For the next three weeks, we’ll change it up a bit and have a three-part discussion on diversity and inclusion. This week well discuss inclusive communication!
Whether it’s in the workplace or in social settings, it’s important that we’re conscious of how we communicate to diverse audiences and understand that the things we do and say may be interpreted differently by different groups of people. For instance, if you were to make the “peace sign” backwards, did you know that’s virtually the same gesture as extending your middle finger for some people from the UK? Did you know that if you were to make a gesture, attempt to shake hands, or hand something with your left hand to people from certain nations, that may be construed as an insult?
While we may not be able to address every communication concern, it’s important that we do the best we can. In addition to making the time to look into the cultural norms, practices, and communications for the audiences we interact with, we should be conscious of “people-centric” language. People can often feel marginalized or dehumanized when their condition or trait becomes the major label defining them.
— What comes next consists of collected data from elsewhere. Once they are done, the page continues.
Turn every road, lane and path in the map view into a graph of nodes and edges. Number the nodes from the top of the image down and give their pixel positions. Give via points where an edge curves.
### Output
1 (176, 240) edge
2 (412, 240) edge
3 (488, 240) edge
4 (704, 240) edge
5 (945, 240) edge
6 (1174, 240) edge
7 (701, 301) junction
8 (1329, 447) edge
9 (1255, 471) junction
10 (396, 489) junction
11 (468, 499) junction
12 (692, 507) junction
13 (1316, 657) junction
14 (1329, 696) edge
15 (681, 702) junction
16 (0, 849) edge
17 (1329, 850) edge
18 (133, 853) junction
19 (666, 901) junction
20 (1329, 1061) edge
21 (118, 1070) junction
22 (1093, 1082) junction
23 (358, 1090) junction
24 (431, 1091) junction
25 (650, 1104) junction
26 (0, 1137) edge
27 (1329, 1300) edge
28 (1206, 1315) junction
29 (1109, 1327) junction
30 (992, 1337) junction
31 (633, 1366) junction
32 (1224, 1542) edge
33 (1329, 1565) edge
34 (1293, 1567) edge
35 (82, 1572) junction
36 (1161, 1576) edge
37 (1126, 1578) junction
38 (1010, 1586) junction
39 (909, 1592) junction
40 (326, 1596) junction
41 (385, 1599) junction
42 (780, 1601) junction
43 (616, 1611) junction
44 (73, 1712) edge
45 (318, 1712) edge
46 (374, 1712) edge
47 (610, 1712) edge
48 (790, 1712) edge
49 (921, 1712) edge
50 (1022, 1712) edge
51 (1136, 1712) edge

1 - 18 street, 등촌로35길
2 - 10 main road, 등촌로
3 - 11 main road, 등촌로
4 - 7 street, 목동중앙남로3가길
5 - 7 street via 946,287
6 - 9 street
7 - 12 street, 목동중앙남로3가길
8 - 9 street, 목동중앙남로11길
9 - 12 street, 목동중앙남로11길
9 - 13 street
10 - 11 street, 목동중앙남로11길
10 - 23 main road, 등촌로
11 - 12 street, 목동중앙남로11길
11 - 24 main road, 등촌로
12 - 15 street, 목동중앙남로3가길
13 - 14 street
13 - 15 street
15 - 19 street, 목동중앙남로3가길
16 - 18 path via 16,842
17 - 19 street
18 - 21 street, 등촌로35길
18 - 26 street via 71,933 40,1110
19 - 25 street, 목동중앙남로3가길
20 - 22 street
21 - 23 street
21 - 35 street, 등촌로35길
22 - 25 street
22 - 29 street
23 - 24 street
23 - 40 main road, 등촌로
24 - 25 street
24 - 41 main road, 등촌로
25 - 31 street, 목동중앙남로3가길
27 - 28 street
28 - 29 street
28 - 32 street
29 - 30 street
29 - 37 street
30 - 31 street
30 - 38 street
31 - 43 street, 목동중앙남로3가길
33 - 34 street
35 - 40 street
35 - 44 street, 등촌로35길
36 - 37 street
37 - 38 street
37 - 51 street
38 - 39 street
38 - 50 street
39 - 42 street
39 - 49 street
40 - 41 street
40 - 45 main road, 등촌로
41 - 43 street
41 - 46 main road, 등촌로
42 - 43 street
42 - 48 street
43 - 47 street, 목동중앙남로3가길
For instance, instead of saying a “disabled person” say a “person with a disability.” Instead of “alcoholic” or “diabetic”, say “person with alcoholism” or “person with diabetes.” Also, do your best to use positive language; “person living in recovery” instead of “ex-addict,” “had a setback,” instead of “relapsed”. The more we make a concerted effort for positive and inclusive communication, the better we can productively interact with diverse audiences!